### Records for processing

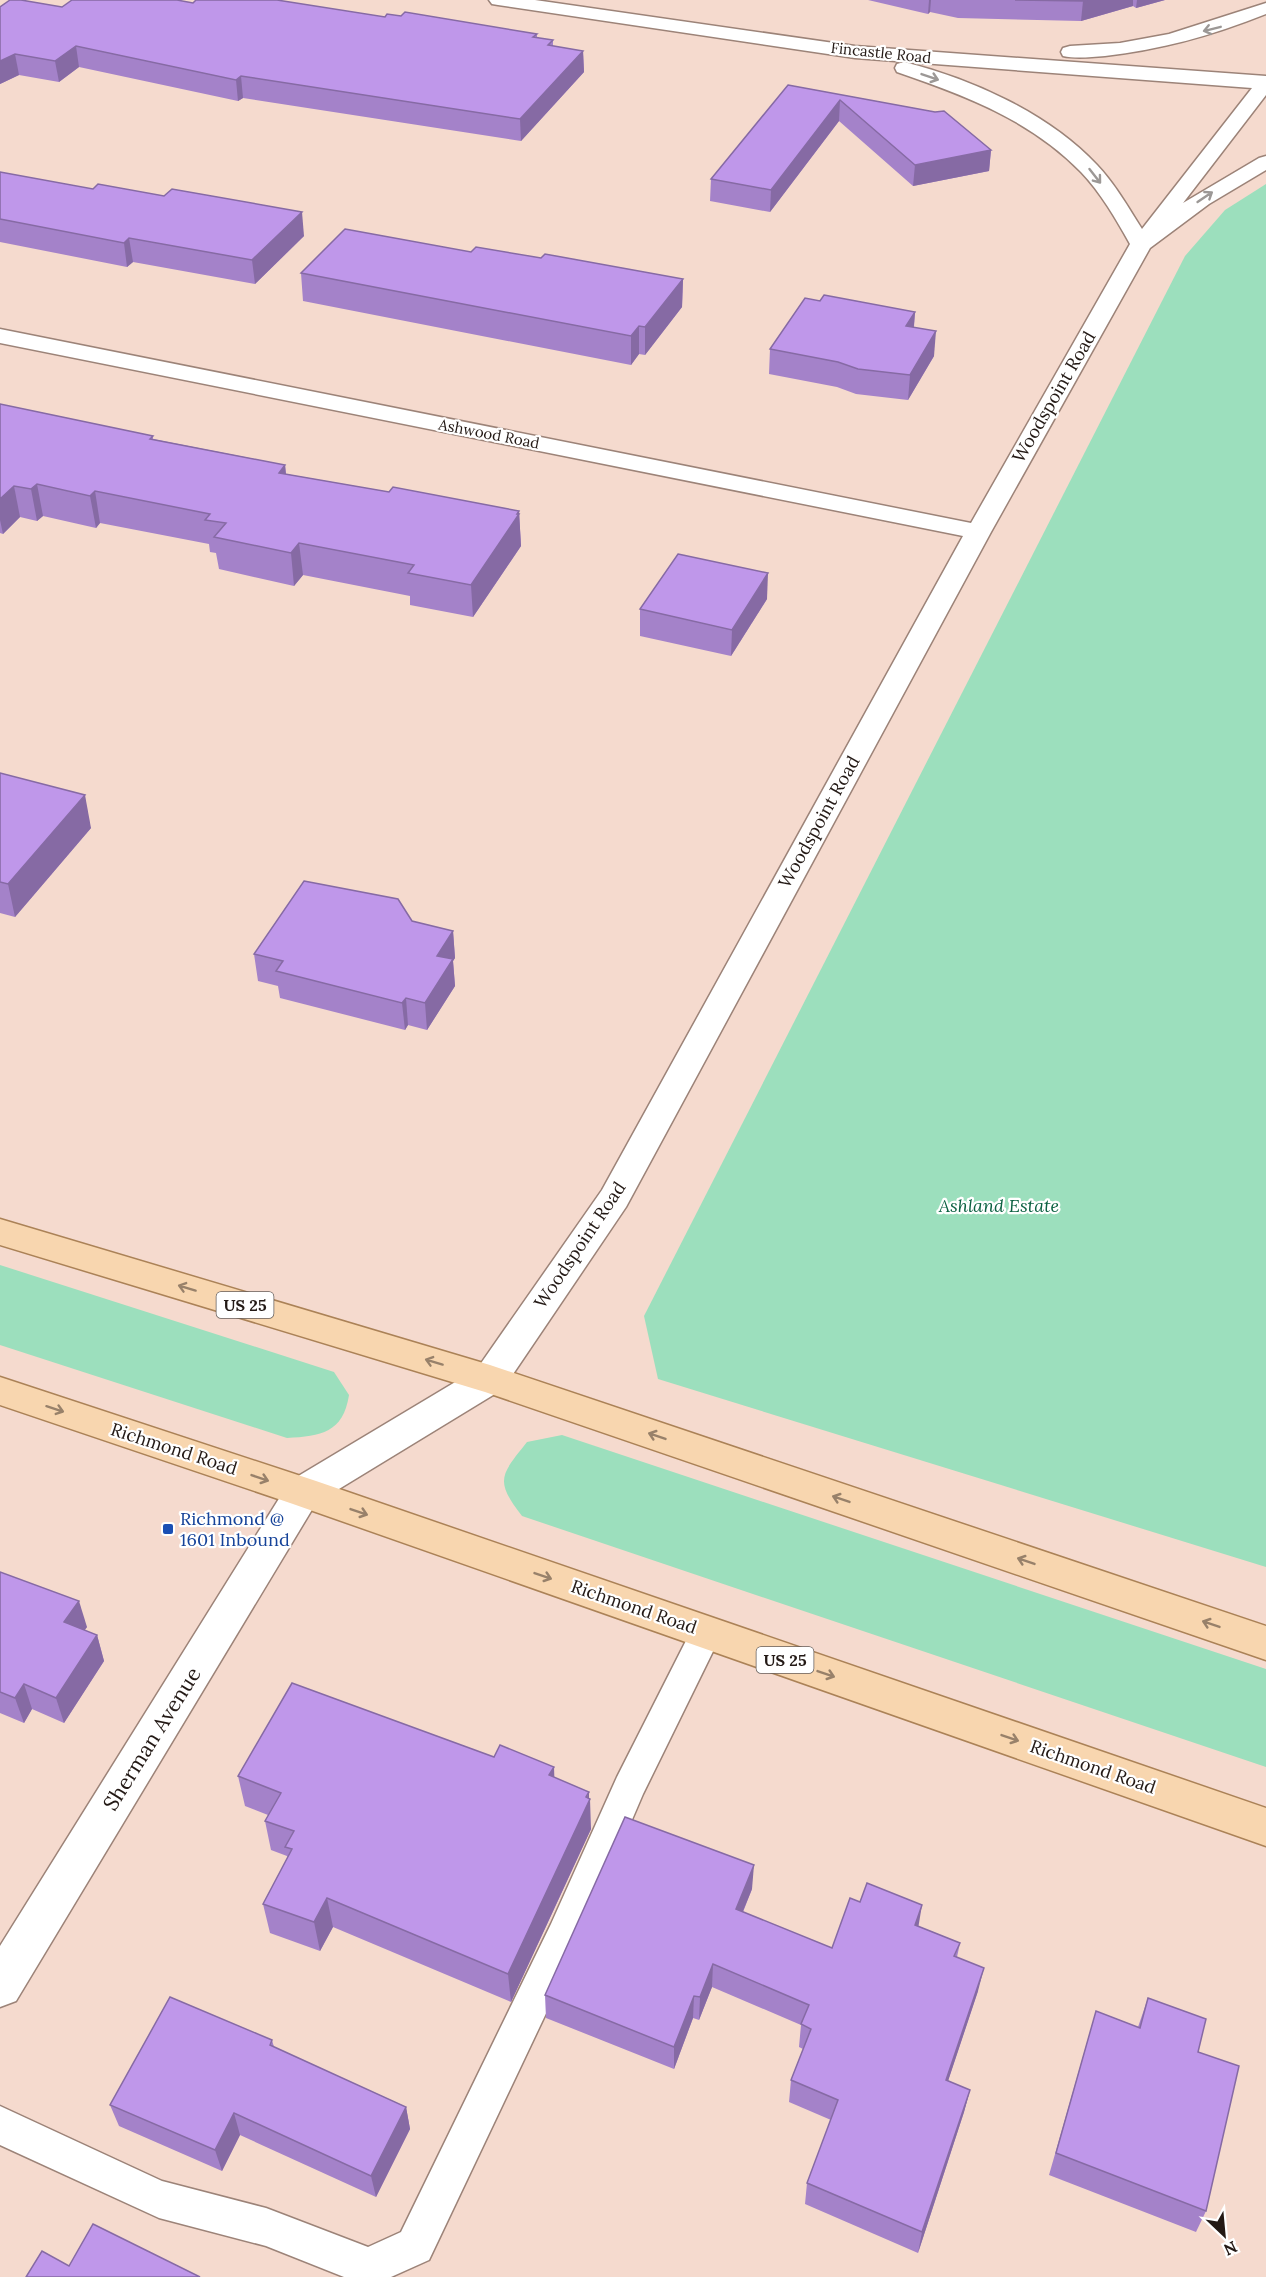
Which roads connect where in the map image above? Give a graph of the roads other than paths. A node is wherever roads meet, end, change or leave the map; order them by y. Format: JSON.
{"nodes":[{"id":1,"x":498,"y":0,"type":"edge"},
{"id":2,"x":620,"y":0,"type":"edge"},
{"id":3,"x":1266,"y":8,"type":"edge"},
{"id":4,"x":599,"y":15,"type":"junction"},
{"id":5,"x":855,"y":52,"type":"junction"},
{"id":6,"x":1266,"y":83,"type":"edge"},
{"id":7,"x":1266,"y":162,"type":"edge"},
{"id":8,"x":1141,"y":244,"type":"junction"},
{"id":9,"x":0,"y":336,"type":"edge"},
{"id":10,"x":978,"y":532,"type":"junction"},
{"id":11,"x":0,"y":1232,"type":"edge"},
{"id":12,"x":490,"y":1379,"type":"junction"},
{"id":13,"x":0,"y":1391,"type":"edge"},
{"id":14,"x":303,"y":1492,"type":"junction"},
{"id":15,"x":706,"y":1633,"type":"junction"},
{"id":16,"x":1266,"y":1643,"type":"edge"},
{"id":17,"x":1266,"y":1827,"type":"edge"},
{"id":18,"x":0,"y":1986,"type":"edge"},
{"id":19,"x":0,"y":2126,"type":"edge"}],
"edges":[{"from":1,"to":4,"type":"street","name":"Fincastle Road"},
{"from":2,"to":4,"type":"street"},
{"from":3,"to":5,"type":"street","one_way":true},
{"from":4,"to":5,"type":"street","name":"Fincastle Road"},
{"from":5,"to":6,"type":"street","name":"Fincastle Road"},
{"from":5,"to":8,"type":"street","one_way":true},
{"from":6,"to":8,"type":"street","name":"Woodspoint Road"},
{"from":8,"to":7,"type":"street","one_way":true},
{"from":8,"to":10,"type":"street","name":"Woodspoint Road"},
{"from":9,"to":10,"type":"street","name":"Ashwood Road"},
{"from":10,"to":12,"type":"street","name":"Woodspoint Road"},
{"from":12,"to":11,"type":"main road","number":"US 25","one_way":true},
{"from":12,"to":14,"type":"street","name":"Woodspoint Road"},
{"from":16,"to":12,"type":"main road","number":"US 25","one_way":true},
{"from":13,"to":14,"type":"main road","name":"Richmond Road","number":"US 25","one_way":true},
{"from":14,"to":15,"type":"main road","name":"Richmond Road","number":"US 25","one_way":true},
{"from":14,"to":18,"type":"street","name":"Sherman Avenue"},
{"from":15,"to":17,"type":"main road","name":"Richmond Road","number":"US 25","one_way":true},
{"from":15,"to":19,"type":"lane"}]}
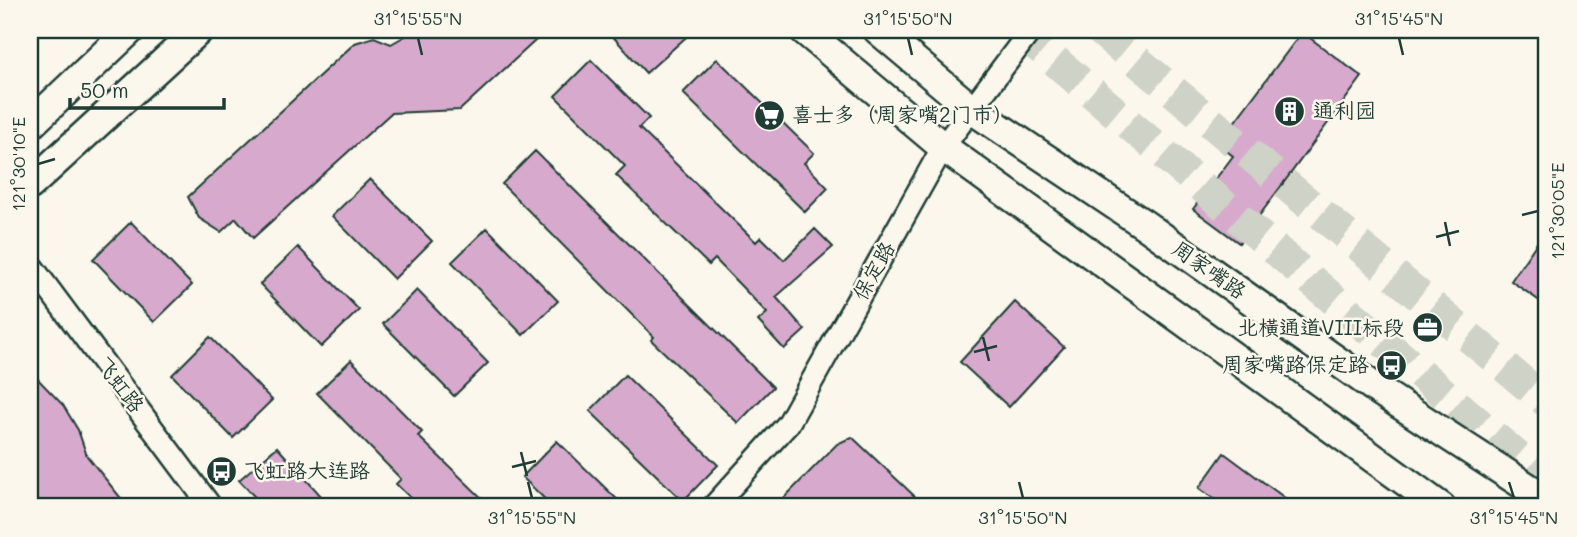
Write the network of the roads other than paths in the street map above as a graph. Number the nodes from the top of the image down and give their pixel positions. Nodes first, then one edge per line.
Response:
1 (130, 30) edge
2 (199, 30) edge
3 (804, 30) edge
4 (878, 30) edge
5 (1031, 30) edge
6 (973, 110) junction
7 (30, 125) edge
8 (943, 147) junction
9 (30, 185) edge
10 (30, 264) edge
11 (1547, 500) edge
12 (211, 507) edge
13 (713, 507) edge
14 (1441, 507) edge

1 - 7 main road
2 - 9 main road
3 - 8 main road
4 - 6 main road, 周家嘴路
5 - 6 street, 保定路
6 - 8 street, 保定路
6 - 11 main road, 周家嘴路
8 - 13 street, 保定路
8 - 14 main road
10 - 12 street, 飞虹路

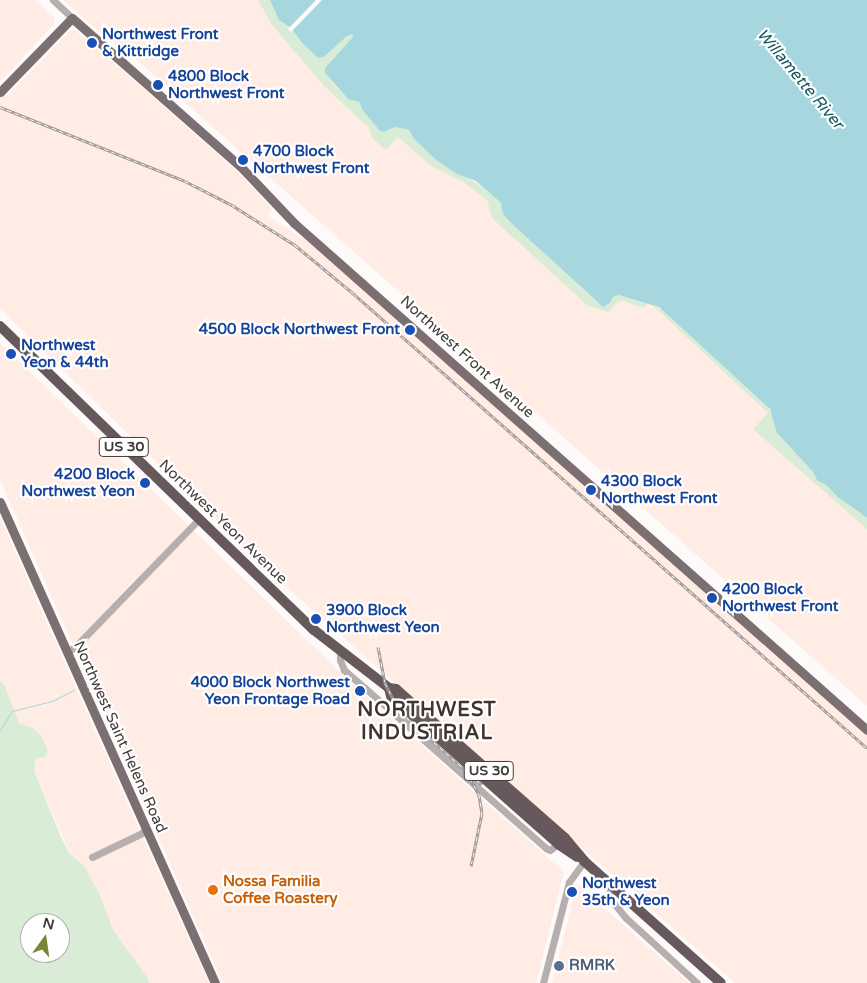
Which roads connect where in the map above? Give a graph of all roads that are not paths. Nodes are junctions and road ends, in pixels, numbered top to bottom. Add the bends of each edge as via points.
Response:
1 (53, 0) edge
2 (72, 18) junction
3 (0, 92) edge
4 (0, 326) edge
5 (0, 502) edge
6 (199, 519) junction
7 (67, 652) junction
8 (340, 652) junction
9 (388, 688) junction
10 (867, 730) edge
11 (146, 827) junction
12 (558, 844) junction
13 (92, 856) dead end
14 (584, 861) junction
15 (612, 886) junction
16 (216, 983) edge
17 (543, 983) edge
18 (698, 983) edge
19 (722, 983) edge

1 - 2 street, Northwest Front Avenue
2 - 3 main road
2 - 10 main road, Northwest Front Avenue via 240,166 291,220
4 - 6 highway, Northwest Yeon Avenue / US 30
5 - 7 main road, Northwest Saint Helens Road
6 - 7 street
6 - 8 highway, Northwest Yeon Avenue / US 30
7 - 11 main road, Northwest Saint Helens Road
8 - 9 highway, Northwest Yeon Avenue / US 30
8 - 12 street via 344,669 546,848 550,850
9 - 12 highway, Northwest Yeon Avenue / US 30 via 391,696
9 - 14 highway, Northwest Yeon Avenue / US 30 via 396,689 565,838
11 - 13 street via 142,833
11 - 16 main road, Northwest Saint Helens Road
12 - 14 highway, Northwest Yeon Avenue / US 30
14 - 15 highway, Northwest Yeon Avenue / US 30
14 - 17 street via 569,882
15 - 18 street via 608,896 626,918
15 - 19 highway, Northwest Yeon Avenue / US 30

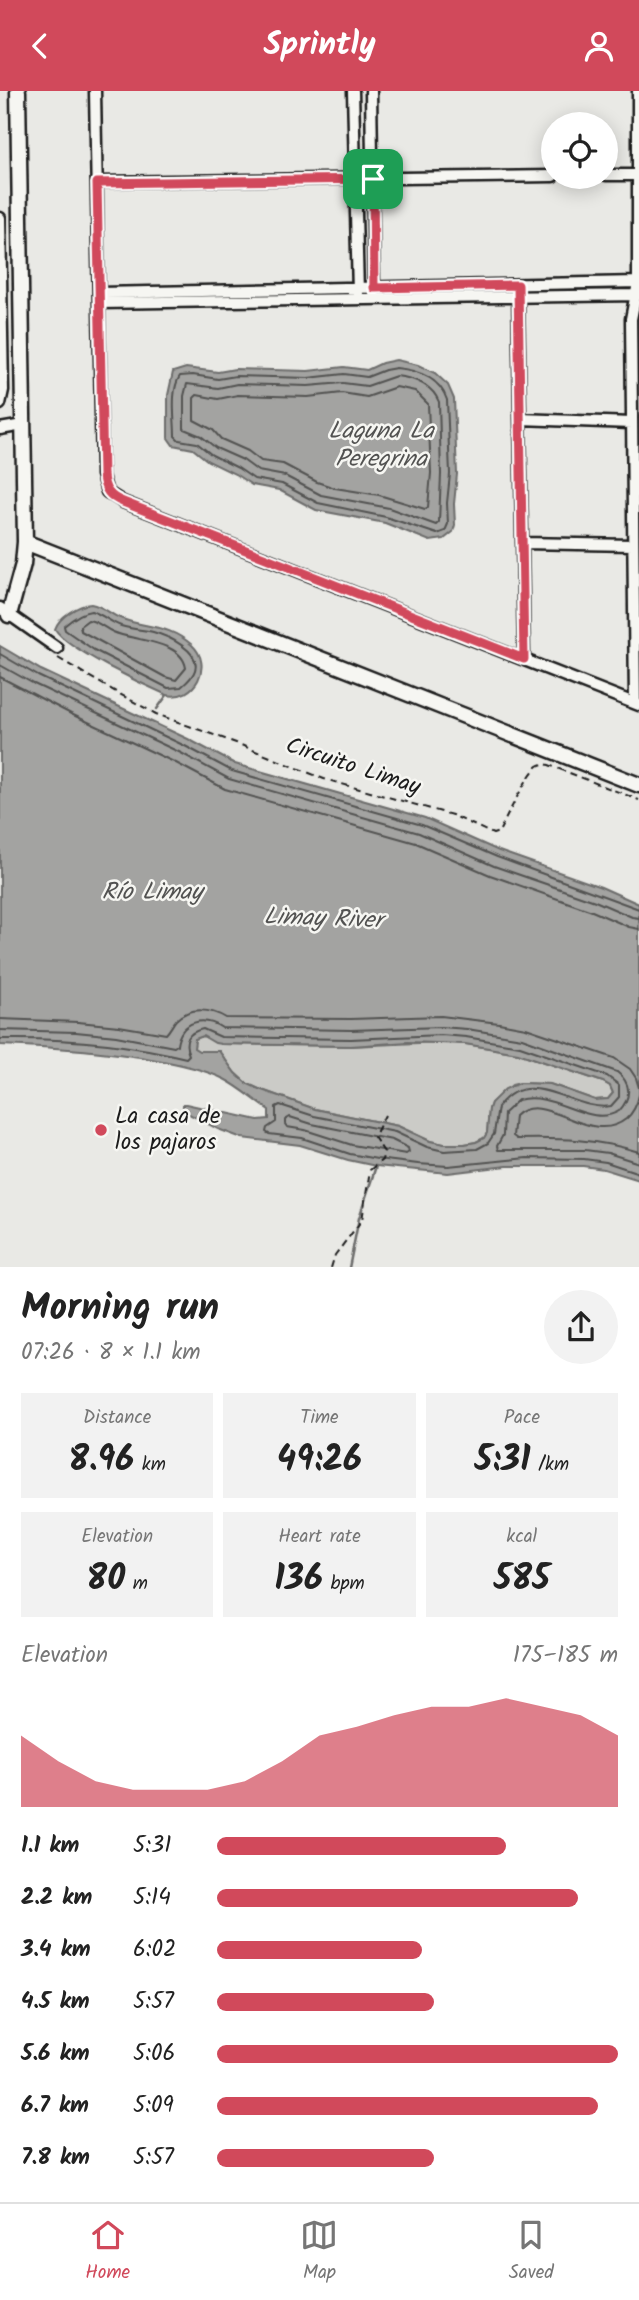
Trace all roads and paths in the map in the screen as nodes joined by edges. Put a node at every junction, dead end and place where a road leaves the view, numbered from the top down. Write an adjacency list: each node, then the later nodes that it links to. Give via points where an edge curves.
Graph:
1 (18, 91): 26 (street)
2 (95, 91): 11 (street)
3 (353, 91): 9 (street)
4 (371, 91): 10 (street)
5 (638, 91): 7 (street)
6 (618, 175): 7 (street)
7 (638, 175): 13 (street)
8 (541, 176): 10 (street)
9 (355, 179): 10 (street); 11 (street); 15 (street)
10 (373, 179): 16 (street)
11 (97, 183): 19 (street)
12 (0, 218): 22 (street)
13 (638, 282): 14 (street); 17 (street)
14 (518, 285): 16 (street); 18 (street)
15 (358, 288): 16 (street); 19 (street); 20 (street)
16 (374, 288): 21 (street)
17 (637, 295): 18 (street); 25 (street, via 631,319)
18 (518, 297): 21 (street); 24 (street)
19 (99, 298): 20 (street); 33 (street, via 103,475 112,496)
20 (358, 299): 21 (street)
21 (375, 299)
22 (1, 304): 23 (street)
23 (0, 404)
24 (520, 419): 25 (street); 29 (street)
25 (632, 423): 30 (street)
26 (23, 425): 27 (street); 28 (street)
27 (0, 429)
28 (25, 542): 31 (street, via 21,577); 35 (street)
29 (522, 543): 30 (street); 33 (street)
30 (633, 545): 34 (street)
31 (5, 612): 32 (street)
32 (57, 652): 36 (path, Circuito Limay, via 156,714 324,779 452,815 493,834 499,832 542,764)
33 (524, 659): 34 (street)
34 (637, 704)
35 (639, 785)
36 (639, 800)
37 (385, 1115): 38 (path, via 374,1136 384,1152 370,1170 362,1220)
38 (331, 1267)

### What you are asked to do
In the listing above, find each line with "Helens" and copy it.

### Answer to this task
5 - 7 main road, Northwest Saint Helens Road
7 - 11 main road, Northwest Saint Helens Road
11 - 16 main road, Northwest Saint Helens Road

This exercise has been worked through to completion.